While it is common knowledge that economies like the US and Europe maintain strategic petroleum reserves, the buffers held by China were utilized to actively manipulate the price in a ‘normalized’ oil market instead of their designated usage in supply crunches or wars. The situation today is anything but critical for the oil market to warrant such an intervention. As OPEC+ has boosted its output by 400,000 bpd starting August, output has bloomed beyond its peak since the price war back in April 2020. While the oil market is still well below the output capacity, mutually curbed by the OPEC+ alliance, the demand is still shaky and an equilibrium seems set. Yet, when we observe China – the world’s largest oil importer – we extricate reason that despite a growing economy, China continues to experience massive shortages: primarily in terms of oil, gas, coal, and electricity.
Furthermore, with the ensue of Hurricane Ida, massive US crude reserves have been wiped which has majorly impacted China as well. The US and China rarely stand on the same page on any front. However, even the White House recently asked OPEC to pump more crude into the market due to the rising gasoline prices in America. The same scenario is panning in China as energy shortages have led to surging costs while domestic demand is diminishing. The brunt is thus falling on the national exchequer: something China is not willing to haggle. While it is highly unorthodox of China to explicitly announce its intervention, many economists believe that it was a deliberate move on part of China’s communist brass to amplify the impact on the market. The plan seemingly worked as Brent fell by $1.36 to stand at $71.24 on Thursday.

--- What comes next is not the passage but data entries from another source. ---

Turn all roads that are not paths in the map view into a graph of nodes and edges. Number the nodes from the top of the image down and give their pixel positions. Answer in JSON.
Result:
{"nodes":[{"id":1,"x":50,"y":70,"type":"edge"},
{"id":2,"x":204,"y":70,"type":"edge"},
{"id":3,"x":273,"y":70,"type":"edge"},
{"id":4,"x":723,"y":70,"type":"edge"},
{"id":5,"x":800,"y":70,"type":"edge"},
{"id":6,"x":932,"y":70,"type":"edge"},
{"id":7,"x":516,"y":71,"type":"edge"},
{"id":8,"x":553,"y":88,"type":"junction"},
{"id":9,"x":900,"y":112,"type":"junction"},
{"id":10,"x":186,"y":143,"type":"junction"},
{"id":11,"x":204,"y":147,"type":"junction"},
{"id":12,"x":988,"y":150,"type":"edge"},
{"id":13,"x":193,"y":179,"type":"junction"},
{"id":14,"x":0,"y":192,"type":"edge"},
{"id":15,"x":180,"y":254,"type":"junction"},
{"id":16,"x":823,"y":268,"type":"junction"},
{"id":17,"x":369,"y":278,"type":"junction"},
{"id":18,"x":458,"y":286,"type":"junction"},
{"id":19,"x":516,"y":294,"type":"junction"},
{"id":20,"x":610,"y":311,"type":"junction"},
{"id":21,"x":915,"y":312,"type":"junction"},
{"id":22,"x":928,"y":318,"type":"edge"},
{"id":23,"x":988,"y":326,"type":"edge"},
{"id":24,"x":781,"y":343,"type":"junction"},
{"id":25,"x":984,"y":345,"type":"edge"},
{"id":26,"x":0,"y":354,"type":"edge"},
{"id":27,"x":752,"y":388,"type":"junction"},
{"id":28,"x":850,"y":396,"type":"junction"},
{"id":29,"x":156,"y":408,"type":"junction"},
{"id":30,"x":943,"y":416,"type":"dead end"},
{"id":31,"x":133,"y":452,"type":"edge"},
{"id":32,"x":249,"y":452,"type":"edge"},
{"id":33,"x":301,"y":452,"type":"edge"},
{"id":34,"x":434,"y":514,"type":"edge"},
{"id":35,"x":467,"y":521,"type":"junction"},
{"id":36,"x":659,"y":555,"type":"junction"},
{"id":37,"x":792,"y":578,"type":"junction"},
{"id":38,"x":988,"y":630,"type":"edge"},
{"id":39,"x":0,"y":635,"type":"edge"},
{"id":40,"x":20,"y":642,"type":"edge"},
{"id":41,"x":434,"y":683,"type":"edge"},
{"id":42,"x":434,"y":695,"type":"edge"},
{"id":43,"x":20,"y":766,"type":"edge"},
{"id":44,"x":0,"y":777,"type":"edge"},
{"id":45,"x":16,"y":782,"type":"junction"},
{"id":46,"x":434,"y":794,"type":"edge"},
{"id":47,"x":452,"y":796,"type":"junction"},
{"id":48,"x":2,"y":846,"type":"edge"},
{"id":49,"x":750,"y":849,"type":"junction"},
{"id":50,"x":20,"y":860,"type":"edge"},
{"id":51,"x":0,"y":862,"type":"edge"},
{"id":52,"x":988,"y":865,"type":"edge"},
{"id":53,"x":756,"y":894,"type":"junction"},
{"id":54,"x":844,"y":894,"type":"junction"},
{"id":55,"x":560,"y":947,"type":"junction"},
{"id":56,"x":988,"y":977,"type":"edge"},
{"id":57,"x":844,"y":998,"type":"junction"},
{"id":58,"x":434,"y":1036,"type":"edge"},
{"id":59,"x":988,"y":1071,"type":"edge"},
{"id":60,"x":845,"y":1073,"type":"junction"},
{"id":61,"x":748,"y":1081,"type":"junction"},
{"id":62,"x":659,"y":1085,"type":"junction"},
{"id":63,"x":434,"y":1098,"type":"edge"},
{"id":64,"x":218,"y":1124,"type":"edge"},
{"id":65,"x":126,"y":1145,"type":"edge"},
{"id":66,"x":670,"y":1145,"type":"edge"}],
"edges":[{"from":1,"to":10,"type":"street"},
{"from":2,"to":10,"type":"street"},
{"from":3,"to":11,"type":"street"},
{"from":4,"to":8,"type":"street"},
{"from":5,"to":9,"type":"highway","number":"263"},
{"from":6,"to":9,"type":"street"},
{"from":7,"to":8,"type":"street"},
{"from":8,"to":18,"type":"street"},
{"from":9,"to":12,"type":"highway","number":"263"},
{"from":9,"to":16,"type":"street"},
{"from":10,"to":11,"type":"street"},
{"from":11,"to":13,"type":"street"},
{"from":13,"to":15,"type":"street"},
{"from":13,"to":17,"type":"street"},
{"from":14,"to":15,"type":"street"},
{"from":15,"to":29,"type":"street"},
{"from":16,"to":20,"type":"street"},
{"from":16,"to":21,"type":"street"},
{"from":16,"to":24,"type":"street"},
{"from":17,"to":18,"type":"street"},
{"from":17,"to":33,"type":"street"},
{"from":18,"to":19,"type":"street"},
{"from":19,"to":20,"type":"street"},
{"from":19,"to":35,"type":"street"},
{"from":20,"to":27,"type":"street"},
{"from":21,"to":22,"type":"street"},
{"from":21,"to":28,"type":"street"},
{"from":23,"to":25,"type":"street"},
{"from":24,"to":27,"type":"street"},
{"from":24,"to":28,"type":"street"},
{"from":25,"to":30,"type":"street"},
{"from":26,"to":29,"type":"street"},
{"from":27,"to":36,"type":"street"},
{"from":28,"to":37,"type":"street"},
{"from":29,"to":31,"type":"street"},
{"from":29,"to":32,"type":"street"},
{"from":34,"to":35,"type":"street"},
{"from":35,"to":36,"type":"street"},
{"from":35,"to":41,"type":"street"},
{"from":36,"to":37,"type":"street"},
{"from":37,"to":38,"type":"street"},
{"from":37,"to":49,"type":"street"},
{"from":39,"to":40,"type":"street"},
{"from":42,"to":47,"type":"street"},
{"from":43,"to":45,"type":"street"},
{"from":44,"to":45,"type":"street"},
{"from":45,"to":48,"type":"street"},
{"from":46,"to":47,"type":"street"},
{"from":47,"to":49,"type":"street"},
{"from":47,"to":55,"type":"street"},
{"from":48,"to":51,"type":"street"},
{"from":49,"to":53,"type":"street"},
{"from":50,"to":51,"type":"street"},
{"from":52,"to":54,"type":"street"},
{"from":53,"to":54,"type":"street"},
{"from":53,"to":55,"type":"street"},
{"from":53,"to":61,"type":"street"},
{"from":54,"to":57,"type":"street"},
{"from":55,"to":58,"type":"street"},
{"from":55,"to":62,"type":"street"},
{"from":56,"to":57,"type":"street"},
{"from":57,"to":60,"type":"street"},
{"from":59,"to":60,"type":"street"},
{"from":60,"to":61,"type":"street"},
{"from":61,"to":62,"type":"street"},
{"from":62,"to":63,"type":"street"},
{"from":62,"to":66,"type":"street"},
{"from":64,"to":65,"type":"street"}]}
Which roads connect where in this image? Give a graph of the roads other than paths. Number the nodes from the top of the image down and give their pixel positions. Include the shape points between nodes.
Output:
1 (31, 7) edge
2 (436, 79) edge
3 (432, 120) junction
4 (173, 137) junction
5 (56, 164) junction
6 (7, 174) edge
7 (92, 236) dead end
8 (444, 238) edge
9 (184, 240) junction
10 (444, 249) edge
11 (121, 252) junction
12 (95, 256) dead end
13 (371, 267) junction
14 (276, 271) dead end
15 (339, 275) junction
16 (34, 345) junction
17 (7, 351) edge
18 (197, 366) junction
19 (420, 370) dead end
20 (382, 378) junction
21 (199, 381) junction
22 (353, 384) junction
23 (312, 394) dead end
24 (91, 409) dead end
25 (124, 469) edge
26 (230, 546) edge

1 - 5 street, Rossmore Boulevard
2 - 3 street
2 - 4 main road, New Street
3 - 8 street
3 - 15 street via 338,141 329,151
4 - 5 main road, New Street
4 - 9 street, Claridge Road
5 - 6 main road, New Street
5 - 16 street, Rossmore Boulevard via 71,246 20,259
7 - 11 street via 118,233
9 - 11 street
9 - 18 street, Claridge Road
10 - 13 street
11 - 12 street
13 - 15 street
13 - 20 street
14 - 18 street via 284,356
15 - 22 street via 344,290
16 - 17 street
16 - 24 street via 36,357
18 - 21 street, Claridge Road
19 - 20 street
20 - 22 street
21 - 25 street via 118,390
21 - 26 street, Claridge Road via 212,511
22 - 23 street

If China’s commitment to normalize domestic energy prices is this significant, it is highly likely that another intervention could be pegged later in the fourth quarter. Primarily to counteract the contraction in export orders by cutting imports further to maintain a healthy trade surplus. In my opinion, it is clear that both the US and China are not willing to let Brent (and WTI) breach the $70-$75 bracket as key industries are at stake. However, while one takes a passive approach, the other is touted to go as far as pouring another 10-15 million barrels of crude by the end of 2021. Yet revered global commodity strategists believe that the downturn in prices is “short-lived” just like any other Chinese intervention in a variety of other commodity markets globally. And thus, experts believe that the pump is simply “not enough physical supply” to quite strike a permanent dent in an inherently flawed market mechanism.